Stored data entries:
★ ★ ★ ★ ★

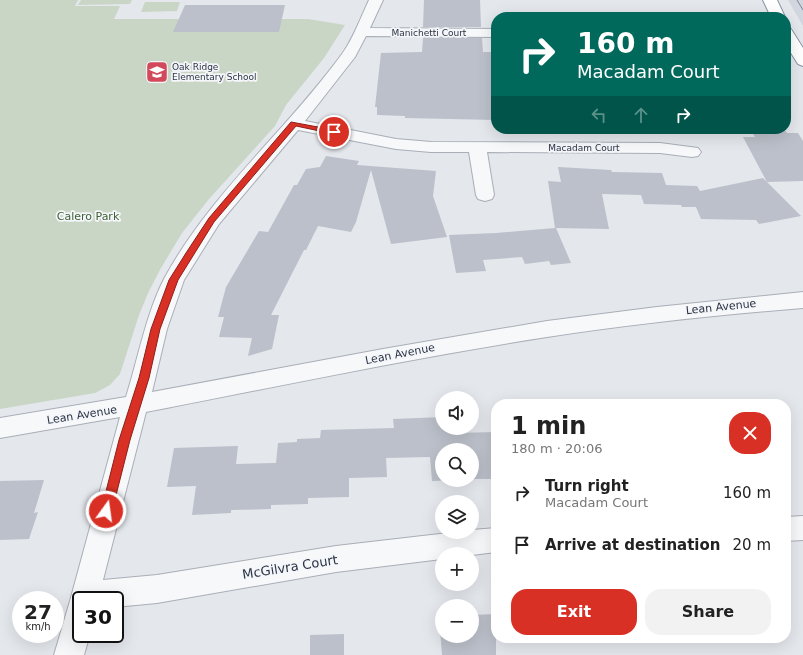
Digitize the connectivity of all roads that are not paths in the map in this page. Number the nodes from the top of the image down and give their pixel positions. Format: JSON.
{"nodes":[{"id":1,"x":376,"y":0,"type":"edge"},
{"id":2,"x":770,"y":0,"type":"edge"},
{"id":3,"x":776,"y":12,"type":"edge"},
{"id":4,"x":361,"y":32,"type":"junction"},
{"id":5,"x":491,"y":33,"type":"edge"},
{"id":6,"x":791,"y":41,"type":"edge"},
{"id":7,"x":803,"y":61,"type":"edge"},
{"id":8,"x":294,"y":124,"type":"junction"},
{"id":9,"x":477,"y":148,"type":"junction"},
{"id":10,"x":692,"y":152,"type":"dead end"},
{"id":11,"x":484,"y":195,"type":"dead end"},
{"id":12,"x":803,"y":300,"type":"edge"},
{"id":13,"x":136,"y":406,"type":"junction"},
{"id":14,"x":0,"y":428,"type":"edge"},
{"id":15,"x":803,"y":528,"type":"edge"},
{"id":16,"x":791,"y":529,"type":"edge"},
{"id":17,"x":491,"y":541,"type":"edge"},
{"id":18,"x":86,"y":591,"type":"edge"},
{"id":19,"x":124,"y":595,"type":"edge"},
{"id":20,"x":72,"y":643,"type":"edge"},
{"id":21,"x":69,"y":655,"type":"edge"}],
"edges":[{"from":1,"to":4,"type":"street"},
{"from":2,"to":3,"type":"highway"},
{"from":4,"to":5,"type":"street","name":"Manichetti Court"},
{"from":4,"to":8,"type":"street"},
{"from":6,"to":7,"type":"highway"},
{"from":8,"to":9,"type":"street","name":"Macadam Court"},
{"from":8,"to":13,"type":"street"},
{"from":9,"to":10,"type":"street","name":"Macadam Court"},
{"from":9,"to":11,"type":"street"},
{"from":12,"to":13,"type":"street","name":"Lean Avenue"},
{"from":13,"to":14,"type":"street","name":"Lean Avenue"},
{"from":13,"to":18,"type":"street"},
{"from":15,"to":16,"type":"street"},
{"from":17,"to":19,"type":"street","name":"McGilvra Court"},
{"from":20,"to":21,"type":"street"}]}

★ ★ ★ ★ ★

## EXERCISE OBJECTIVE
Wherever a line in the data above holds "Court", copy that line.

## EXERCISE RESPONSE
{"from":4,"to":5,"type":"street","name":"Manichetti Court"},
{"from":8,"to":9,"type":"street","name":"Macadam Court"},
{"from":9,"to":10,"type":"street","name":"Macadam Court"},
{"from":17,"to":19,"type":"street","name":"McGilvra Court"},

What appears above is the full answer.